Fifteen years ago our phone rang, our friend Amanda told us to turn on the TV. The buildings where I worked exactly two years prior were engulfed in flame and smoke.
I tried in vain to call my former coworkers. I learned the next day that they had an early conference call that AM that they all chose to take from home. I didn’t lose any friends that day, but I knew many who were deeply affected, a friend just a few blocks away who witnessed people jumping to escape the flames and a harrowing tale of escape from a friend who worked across the street. We were set to travel to my brother-in-law’s wedding in Battery Park that weekend, their event venue was converted to a makeshift morgue.
It was all surreal to me, a feeling of non-reality, until a few months later when I visited NYC and many posters of missing people “have you seen ____, 79th floor, south tower”. That was my floor. There were lots of people who didn’t make it, the second plane hit squarely on the 78th floor. It all hit me hard.
For many months I combed through at pictures of the wreckage, maps of the destruction, seeing shadows of places I had walked by every day, where I got my bagel, my favorite lunch spots, which ATM I used, all barely recognizable. I’m lucky, no friends lost, I wouldn’t have been there that early even if I had worked there, but yet it haunted me for years.
I still can’t bring myself to go to the site. In 2004, I had a press interview with the Wall Street Journal (a big deal) at the Millenium Hotel. The reporter had her back to the window, I had a view of the pit, I had such a difficult time focusing, I finally had to apologize to the reporter and explain why I was struggling. That was the closest I’ve been and haven’t been back.
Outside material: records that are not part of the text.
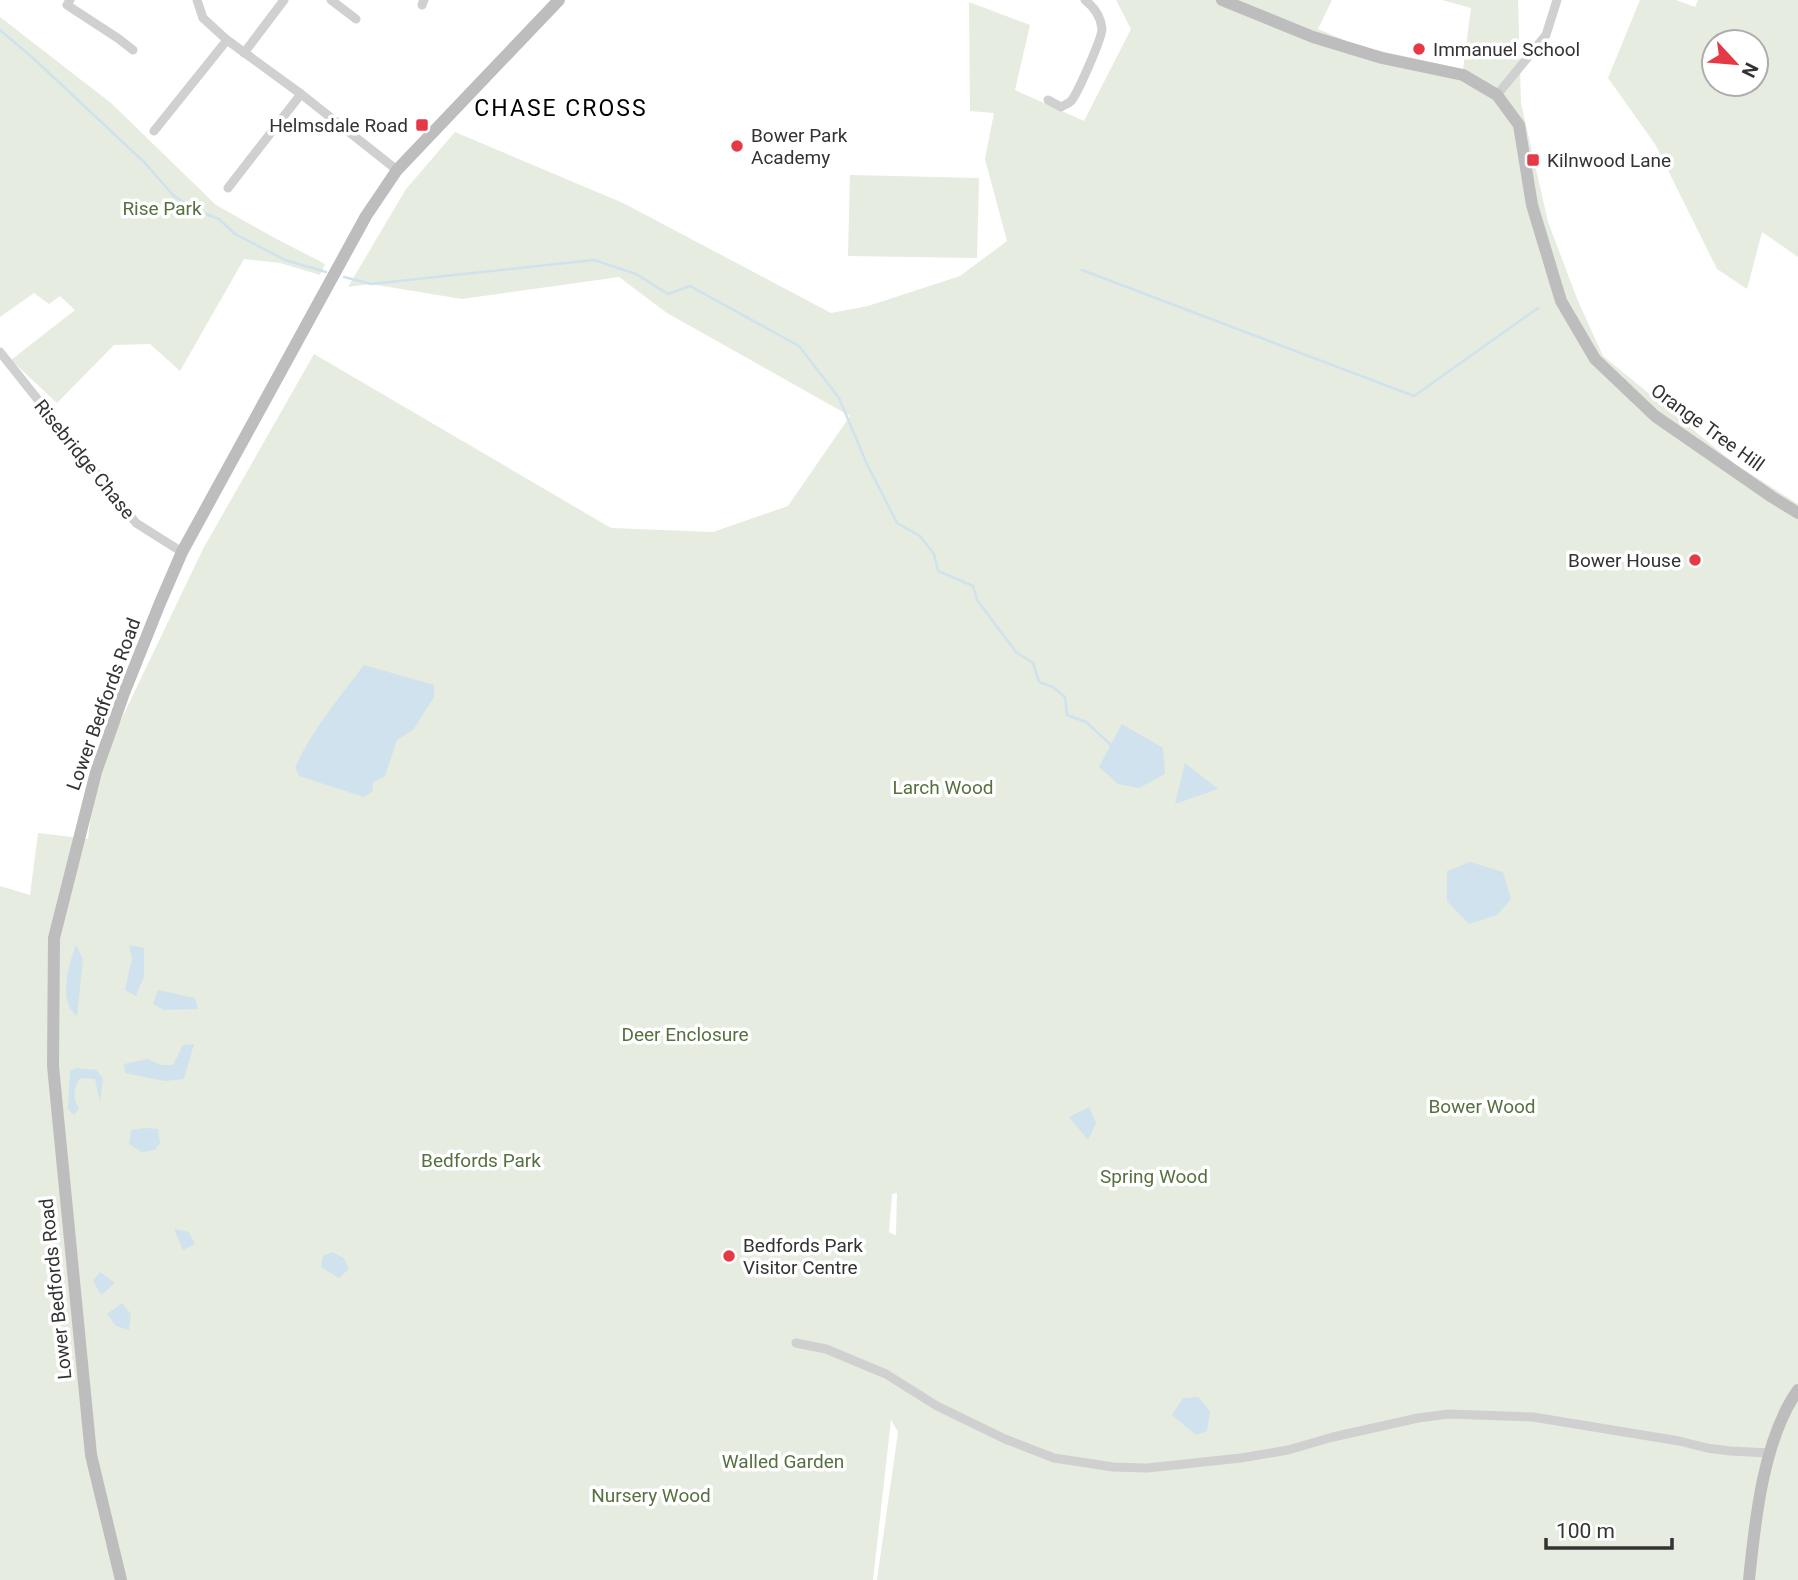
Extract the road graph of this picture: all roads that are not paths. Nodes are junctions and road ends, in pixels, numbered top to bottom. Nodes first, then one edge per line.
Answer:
1 (197, 0) edge
2 (284, 0) edge
3 (331, 0) edge
4 (559, 0) edge
5 (1085, 0) edge
6 (1222, 0) edge
7 (1558, 0) edge
8 (66, 2) edge
9 (356, 19) dead end
10 (227, 40) junction
11 (132, 50) dead end
12 (244, 53) junction
13 (301, 94) junction
14 (1497, 95) junction
15 (1048, 100) dead end
16 (154, 131) dead end
17 (397, 170) junction
18 (228, 188) dead end
19 (0, 352) edge
20 (1798, 513) edge
21 (182, 552) junction
22 (796, 1343) dead end
23 (1798, 1390) edge
24 (1770, 1452) junction
25 (121, 1580) edge
26 (1749, 1580) edge

1 - 10 street
2 - 12 street
3 - 9 street
4 - 17 street, Lower Bedfords Road
5 - 15 street
6 - 14 street
7 - 14 street
8 - 11 street
10 - 12 street
10 - 16 street
12 - 13 street
13 - 17 street
13 - 18 street
14 - 20 street, Orange Tree Hill
17 - 21 street, Lower Bedfords Road
19 - 21 street, Risebridge Chase
21 - 25 street, Lower Bedfords Road
22 - 24 street
23 - 24 street
24 - 26 street

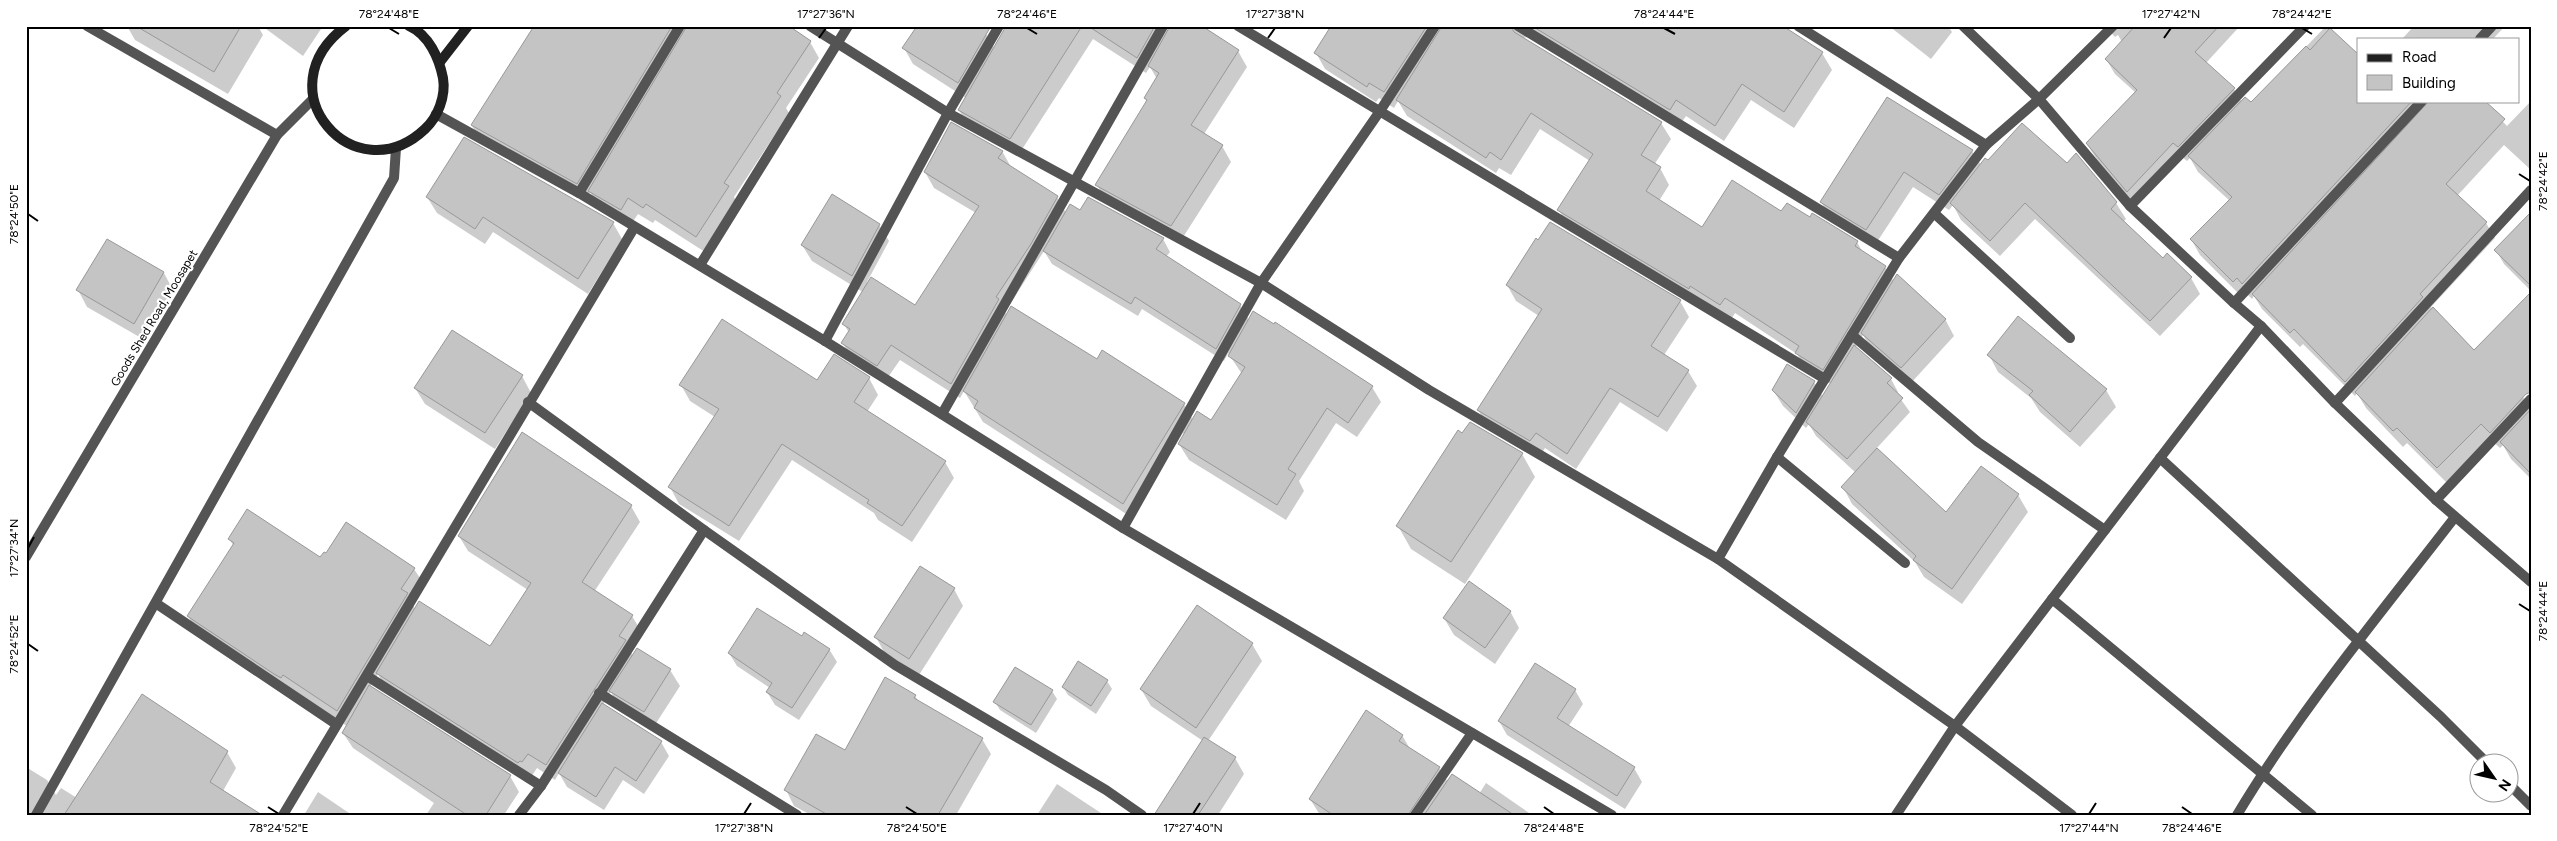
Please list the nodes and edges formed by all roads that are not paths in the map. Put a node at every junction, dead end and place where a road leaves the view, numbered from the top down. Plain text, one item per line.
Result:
1 (87, 26) edge
2 (346, 26) edge
3 (409, 26) edge
4 (468, 26) edge
5 (680, 26) edge
6 (810, 26) edge
7 (848, 26) edge
8 (1000, 26) edge
9 (1163, 26) edge
10 (1238, 26) edge
11 (1435, 26) edge
12 (1518, 26) edge
13 (1798, 26) edge
14 (1963, 26) edge
15 (2113, 26) edge
16 (2305, 26) edge
17 (2492, 26) edge
18 (2481, 38) edge
19 (838, 44) junction
20 (440, 62) junction
21 (313, 99) junction
22 (2039, 99) junction
23 (2421, 102) edge
24 (1380, 112) junction
25 (948, 113) junction
26 (436, 114) junction
27 (277, 135) junction
28 (1986, 145) junction
29 (396, 148) junction
30 (1074, 183) junction
31 (2531, 190) edge
32 (579, 193) junction
33 (2130, 206) junction
34 (1935, 214) junction
35 (634, 228) junction
36 (1899, 258) junction
37 (700, 265) junction
38 (1261, 283) junction
39 (2234, 303) junction
40 (2262, 326) junction
41 (1852, 335) junction
42 (2070, 338) dead end
43 (825, 341) junction
44 (1825, 379) junction
45 (2531, 399) edge
46 (528, 402) junction
47 (2335, 402) junction
48 (942, 414) junction
49 (1777, 457) junction
50 (2160, 458) junction
51 (2436, 500) junction
52 (2455, 517) junction
53 (1123, 528) junction
54 (704, 530) junction
55 (2105, 530) junction
56 (26, 557) edge
57 (1718, 559) junction
58 (1905, 563) dead end
59 (2531, 582) edge
60 (2052, 599) junction
61 (157, 604) junction
62 (2359, 641) junction
63 (367, 676) junction
64 (599, 693) junction
65 (336, 724) junction
66 (1954, 726) junction
67 (1472, 733) junction
68 (2478, 754) edge
69 (2262, 773) junction
70 (541, 786) junction
71 (2520, 795) edge
72 (2531, 806) edge
73 (36, 815) edge
74 (283, 815) edge
75 (519, 815) edge
76 (797, 815) edge
77 (1142, 815) edge
78 (1415, 815) edge
79 (1612, 815) edge
80 (1896, 815) edge
81 (2072, 815) edge
82 (2237, 815) edge
83 (2312, 815) edge

1 - 27 street
2 - 21 street
3 - 20 street
4 - 20 street
5 - 32 street
6 - 19 street
7 - 19 street
8 - 25 street
9 - 30 street
10 - 24 street
11 - 24 street
12 - 36 street
13 - 28 street
14 - 22 street
15 - 22 street
16 - 33 street
17 - 18 street
19 - 25 street
19 - 37 street
20 - 26 street
21 - 27 street, Goods Shed Road, Moosapet
21 - 29 street
22 - 28 street
22 - 33 street
23 - 39 street
24 - 38 street
24 - 44 street
25 - 30 street
25 - 43 street
26 - 29 street
26 - 32 street
27 - 56 street, Goods Shed Road, Moosapet
28 - 34 street
29 - 61 street
30 - 38 street
30 - 48 street
31 - 47 street
32 - 35 street
33 - 39 street
34 - 36 street
34 - 42 street
35 - 37 street
35 - 46 street
36 - 41 street
37 - 43 street
38 - 53 street
38 - 57 street
39 - 40 street
40 - 47 street
40 - 50 street
41 - 44 street
41 - 55 street
43 - 48 street
44 - 49 street
45 - 51 street
46 - 54 street
46 - 63 street
47 - 51 street
48 - 53 street
49 - 57 street
49 - 58 street
50 - 55 street
50 - 62 street
51 - 52 street
52 - 59 street
52 - 62 street
53 - 67 street
54 - 64 street
54 - 77 street
55 - 60 street
57 - 66 street
60 - 66 street
60 - 69 street
61 - 65 street
61 - 73 street
62 - 68 street
62 - 69 street
63 - 65 street
63 - 70 street
64 - 70 street
64 - 76 street
65 - 74 street
66 - 80 street
66 - 81 street
67 - 78 street
67 - 79 street
69 - 82 street
69 - 83 street
70 - 75 street
71 - 72 street

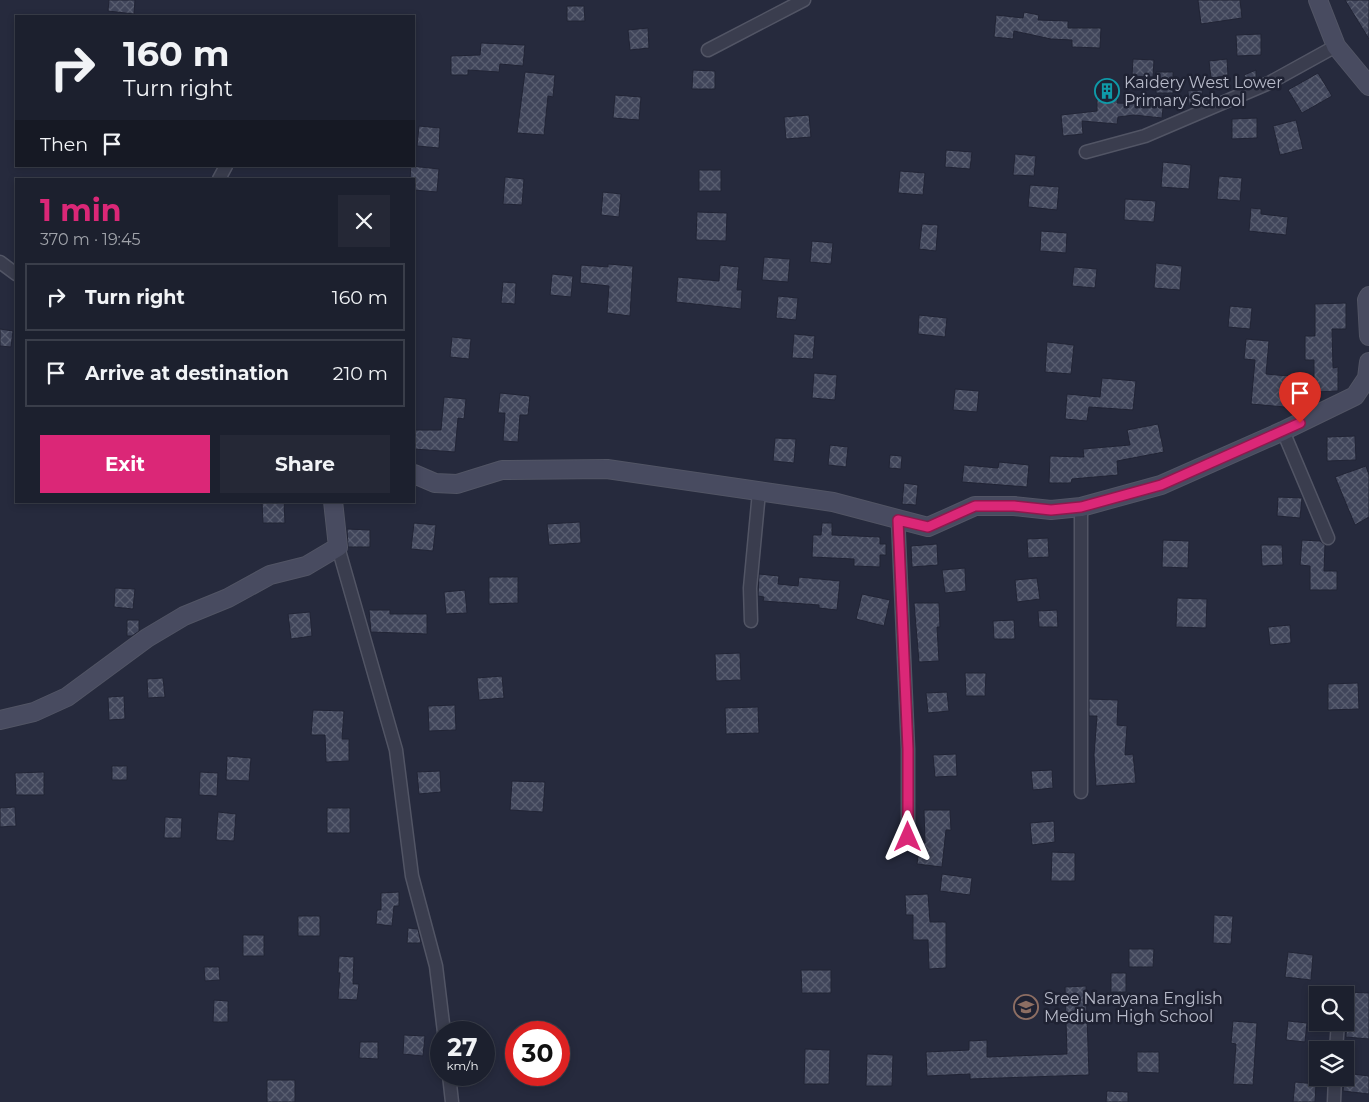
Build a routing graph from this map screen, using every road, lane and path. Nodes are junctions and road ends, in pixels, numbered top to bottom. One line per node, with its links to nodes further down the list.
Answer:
1 (804, 0): 4 (street)
2 (1318, 0): 3 (street)
3 (1336, 46): 5 (street); 6 (street)
4 (708, 50)
5 (1369, 86)
6 (1086, 152)
7 (0, 262): 8 (street)
8 (15, 273)
9 (1369, 296): 10 (street)
10 (1369, 336)
11 (1369, 362): 12 (street)
12 (1283, 431): 16 (street); 18 (street)
13 (415, 474): 14 (street)
14 (759, 492): 17 (street); 20 (street)
15 (333, 503): 19 (street)
16 (1081, 507): 17 (street); 22 (street)
17 (898, 520): 23 (street)
18 (1328, 538)
19 (338, 548): 21 (street); 24 (street)
20 (751, 621)
21 (0, 720)
22 (1081, 792)
23 (908, 837)
24 (443, 1021)
25 (450, 1086): 27 (street)
26 (1335, 1086): 28 (street)
27 (452, 1102)
28 (1334, 1102)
I’m thankful I wasn’t in NY that day, that year. Not because I would have been at the WTC, but because of the pain that everyone in NY felt for days and months. The smell of the fire for months, the mourning of lost people everywhere. It was difficult enough from afar, I feel for all of you that lived it up close.
Maybe now that it’s been 15 years, I’ll make it to the site. I hope it can help me move on. There’s a new tower, and a memorial, but in that space, I will always imagine the tower where I worked, the lobby I walked through, where I caught the subway, grabbed lunch and walked to go to the gym. #NeverForget
Wow! Thanks for sharing your story.
Beautiful sentiments Scott.
I attended an IBM user group meeting a year or so later across the street. It was my first time seeing the pit. They couldn’t have dreamed up a more appropriate name. The pit I felt in my stomach, the pit of despair that ate at me as soon as I viewed it. Big New York Hugs to you all. Especially your little person who may try, but can’t understand , and hopefully never will, the pain he see’s on your’s and Craig’s faces at this time every year.
Scott – Well said. Fifteen years later and I still haven’t been to the “pit”. Maybe one day, but after all of these years I’m still not ready. Still too raw for this new yorker – it hit too close to home for my family.
Thank you for sharing, Scott.
Wow. That’s was powerful Scott. Thanks for sharing. I’m in tears.
I’m glad too you weren’t there that day. If you had the nightmares our family would have endured. I always think about that Scott after all these years. The hardest is knowing of all the other folks at that very site who to this day wake up without a loved one sitting next to them and their smells etc. Hugs Scott as this story is too serial.